(Problem statement)
Only the lines that hold the word "down" are wanted from this listing.

(Source data)
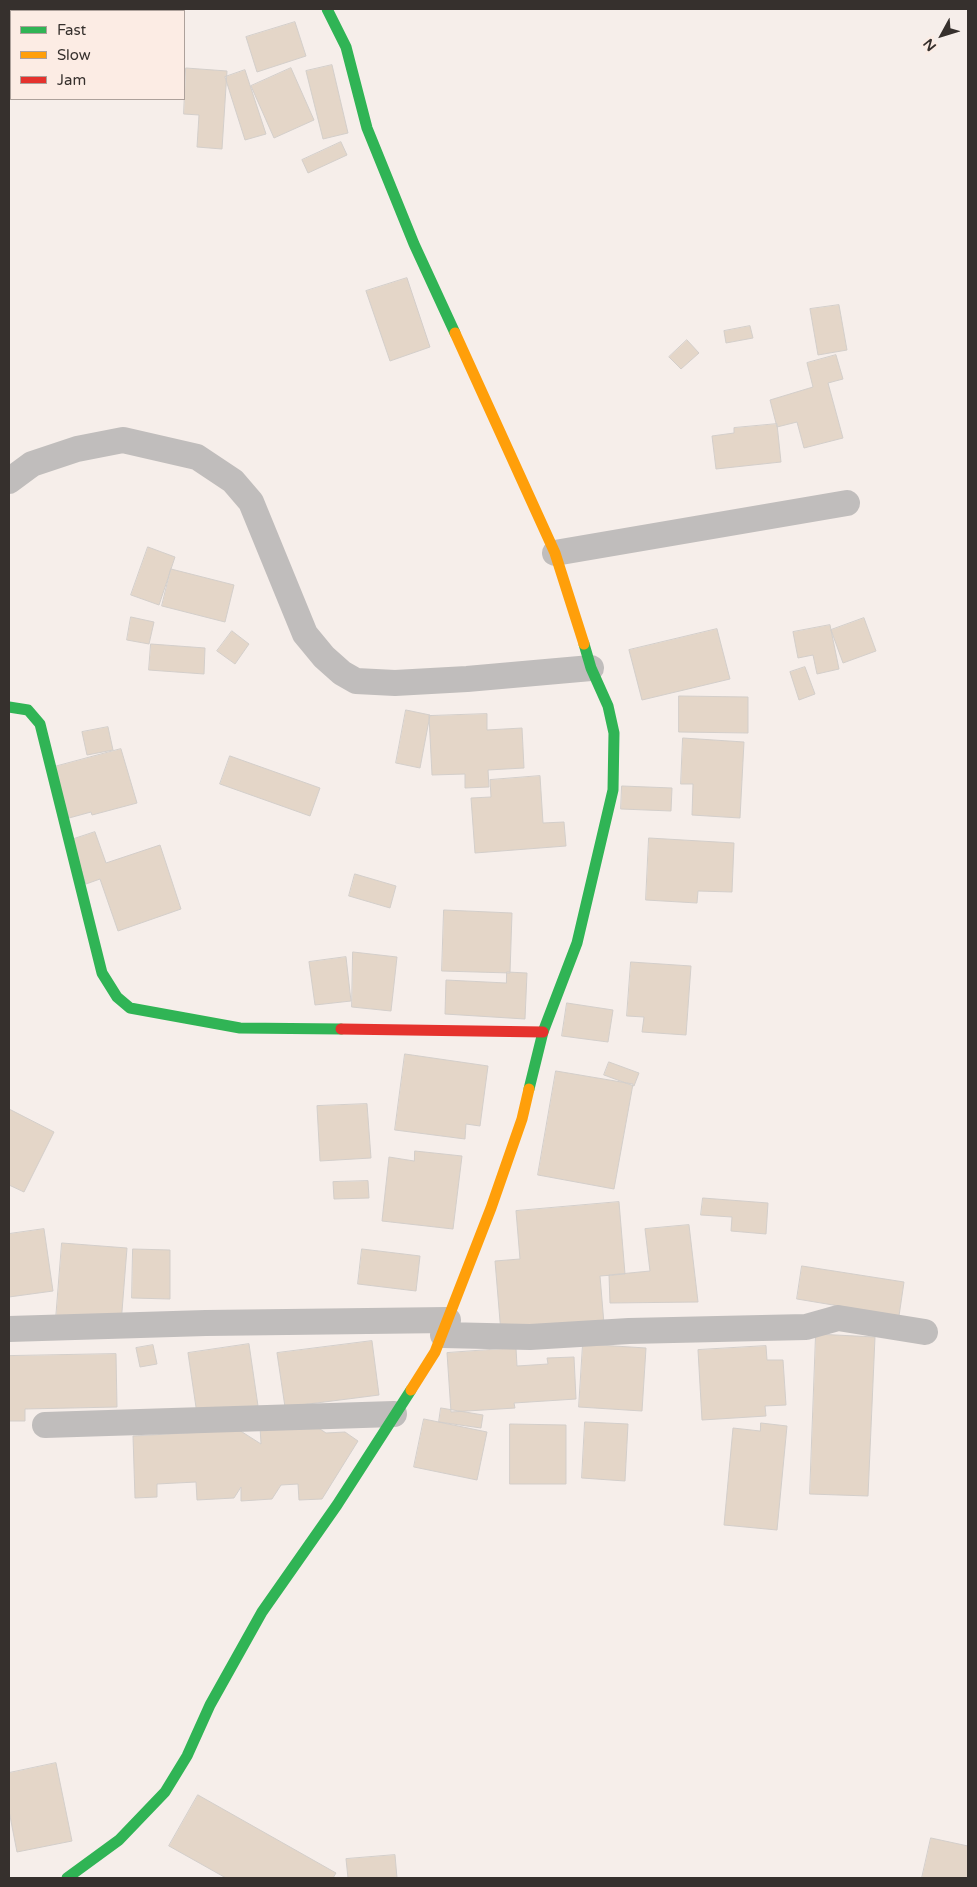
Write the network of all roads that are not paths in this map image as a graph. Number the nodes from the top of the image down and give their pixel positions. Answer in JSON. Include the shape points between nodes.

--

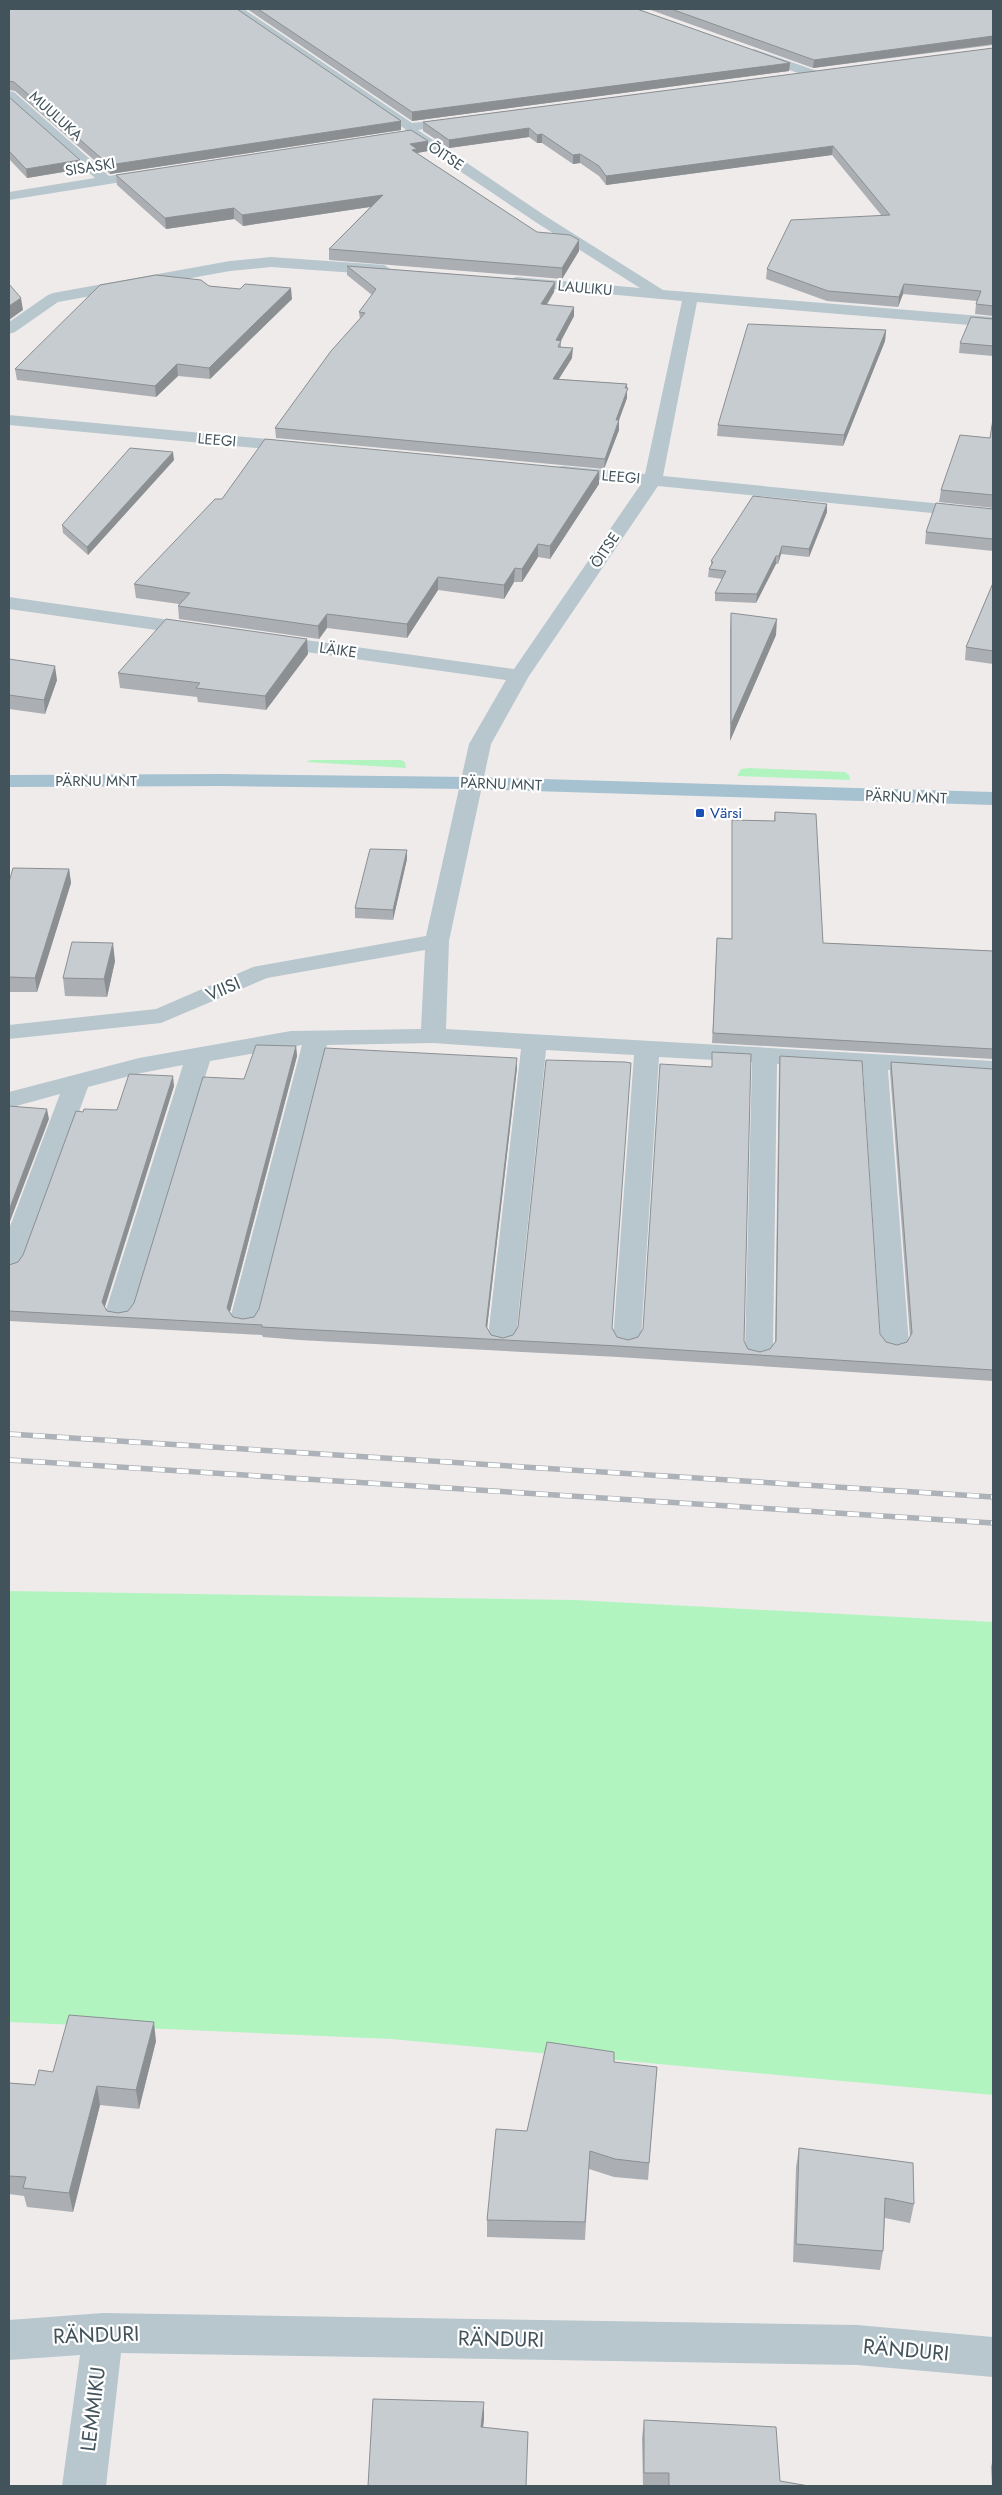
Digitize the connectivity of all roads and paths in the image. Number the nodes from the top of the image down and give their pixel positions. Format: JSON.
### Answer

(Answer section)
Write the network of all roads that are not paths in this map image as a graph. Number the nodes from the top of the image down and give their pixel positions. Answer in JSON. Include the shape points between nodes.
Digitize the connectivity of all roads and paths in the image. Number the nodes from the top of the image down and give their pixel positions. Format: JSON.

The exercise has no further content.